ADENOCARCINOMA OF THE ANUS
Adenocarcinoma of the anal canal may result from downgrowth of a primary rectal tumour or from carcinoma developing de novo in an anal gland or fistula. Such tumours are rare, the prognosis is poor, and treatment is by abdominoperineal resection.
BASAL CELL CARCINOMA
Basal cell carcinoma is another rare anal condition. Experience is anecdotal but full thickness local excision appears to assure a cure.
BOWEN'S DISEASE
Bowen's disease is an intraepithelial in-situ squamous cancer of the skin and is seen more commonly on the trunk, hands, and face than in perianal and genital areas. It is associated with synchronous and metachronous cancers at other sites.

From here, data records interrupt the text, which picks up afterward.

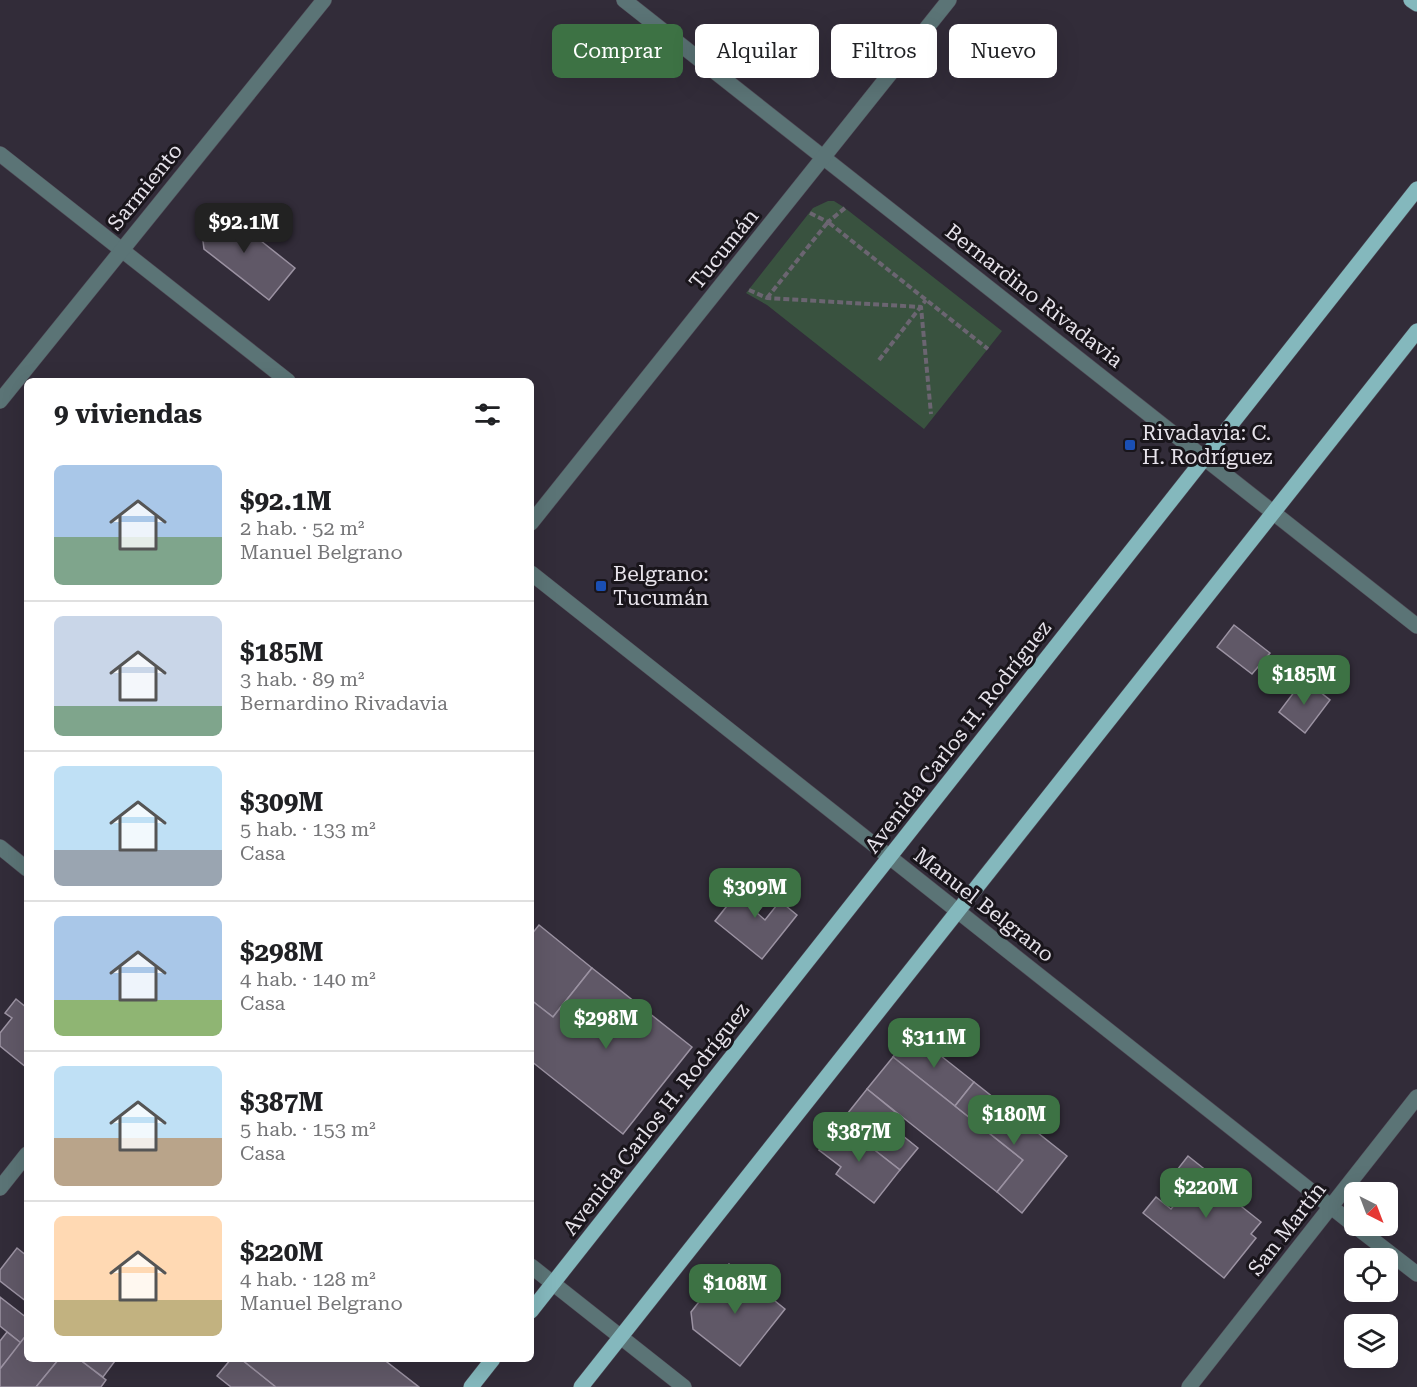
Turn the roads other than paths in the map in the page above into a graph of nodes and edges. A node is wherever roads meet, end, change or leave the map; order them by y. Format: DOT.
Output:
graph roads {
  1 [pos="324,0"];
  2 [pos="624,0"];
  3 [pos="949,0"];
  4 [pos="1411,0"];
  5 [pos="1417,4"];
  6 [pos="0,154"];
  7 [pos="824,157"];
  8 [pos="1417,189"];
  9 [pos="122,250"];
  10 [pos="1417,331"];
  11 [pos="284,378"];
  12 [pos="0,401"];
  13 [pos="1205,458"];
  14 [pos="1273,513"];
  15 [pos="534,519"];
  16 [pos="534,575"];
  17 [pos="1417,626"];
  18 [pos="0,848"];
  19 [pos="890,857"];
  20 [pos="24,867"];
  21 [pos="958,911"];
  22 [pos="1417,1097"];
  23 [pos="24,1158"];
  24 [pos="0,1188"];
  25 [pos="1331,1206"];
  26 [pos="1344,1216"];
  27 [pos="1369,1236"];
  28 [pos="534,1268"];
  29 [pos="1417,1274"];
  30 [pos="553,1283"];
  31 [pos="534,1307"];
  32 [pos="621,1337"];
  33 [pos="491,1362"];
  34 [pos="471,1387"];
  35 [pos="581,1387"];
  36 [pos="684,1387"];
  37 [pos="1189,1387"];
  1 -- 9 [label="street, Sarmiento"];
  2 -- 7 [label="street, Bernardino Rivadavia"];
  3 -- 7 [label="street, Tucumán"];
  4 -- 5 [label="main road"];
  6 -- 9 [label="street"];
  7 -- 13 [label="street, Bernardino Rivadavia"];
  7 -- 15 [label="street, Tucumán"];
  8 -- 13 [label="main road, Avenida Carlos H. Rodríguez"];
  9 -- 11 [label="street"];
  9 -- 12 [label="street, Sarmiento"];
  10 -- 14 [label="main road"];
  13 -- 14 [label="street, Bernardino Rivadavia"];
  13 -- 19 [label="main road, Avenida Carlos H. Rodríguez"];
  14 -- 17 [label="street, Bernardino Rivadavia"];
  14 -- 21 [label="main road"];
  16 -- 19 [label="street, Manuel Belgrano"];
  18 -- 20 [label="street"];
  19 -- 21 [label="street, Manuel Belgrano"];
  19 -- 30 [label="main road, Avenida Carlos H. Rodríguez"];
  21 -- 25 [label="street, Manuel Belgrano"];
  21 -- 32 [label="main road"];
  22 -- 25 [label="street, San Martín"];
  23 -- 24 [label="street"];
  25 -- 26 [label="street, Manuel Belgrano"];
  25 -- 37 [label="street, San Martín"];
  27 -- 29 [label="street, Manuel Belgrano"];
  28 -- 30 [label="street"];
  30 -- 31 [label="main road, Avenida Carlos H. Rodríguez"];
  30 -- 32 [label="street"];
  32 -- 35 [label="main road"];
  32 -- 36 [label="street"];
  33 -- 34 [label="main road"];
}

Clinically, it appears as a slowly growing, minimally elevated, erythematous plaque-like lesion. The histological picture is that of an in-situ squamous cancer; above an intact basement membrane the cells demonstrate loss of polarity, acanthosis, and an inflammatory infiltrate. The characteristic Bowenoid cells have large hyperchromatic nuclei, with vacuoles providing a haloed effect.
The treatment of Bowen's disease is wide local excision, with skin grafting if necessary: special attention must be paid to the margin of excision. Long-term follow-up is necessary because of the possibility of recurrent disease in an area predisposed to the development of this condition.
PAGET'S DISEASE
Extramammary Paget's disease is an extremely rare intraepithelial neoplasm. Unlike its counterpart in the breast it is not always associated with frank underlying malignancy. The clinical appearance of Paget's disease is that of a pale grey, crusting, scaly lesion. The diagnosis is confirmed by demonstrating the characteristic Paget cells with their large pale cytoplasm that stains positively with aldehyde-fuscin. Any associated invasive cancer arises from a skin appendage such as a sweat gland rather than from rectal mucosa.
If no frank cancer is present then simple excision is suitable treatment for Paget's disease. Negative margins of resection must be obtained or recurrence is likely. If there is underlying malignancy then a deeper, wider excision is needed, but the outlook is generally poor.
FURTHER READING
Fenger C. The anal transitional zone. Location and extent. Acta Pathol Microbiol Immunol Scand (A) 1979; 87: 379–86.
Greenall MJ, Quan SHQ, DeCosse JJ. Epidermoid cancer of the anus. Br J Surg 1985; Suppl. S97 – S103.
Greenall MJ, Quan SHQ, Stearns MW, Urmacher C, DeCosse JJ. Epidermoid cancer of the anal margin: pathologic features, treatment and clinical results. Am J Surg 1985; 149: 95–101.
Nigro ND, Vaitkevicius VK, Considine B. Combined therapy for cancer of the anal canal: a preliminary report. Dis Colon Rect 1974; 17: 354–56.
Palmer JG, et al. Anal cancer and human papillomavirus. Dis Colon Rect 1989; 32: 1016–22.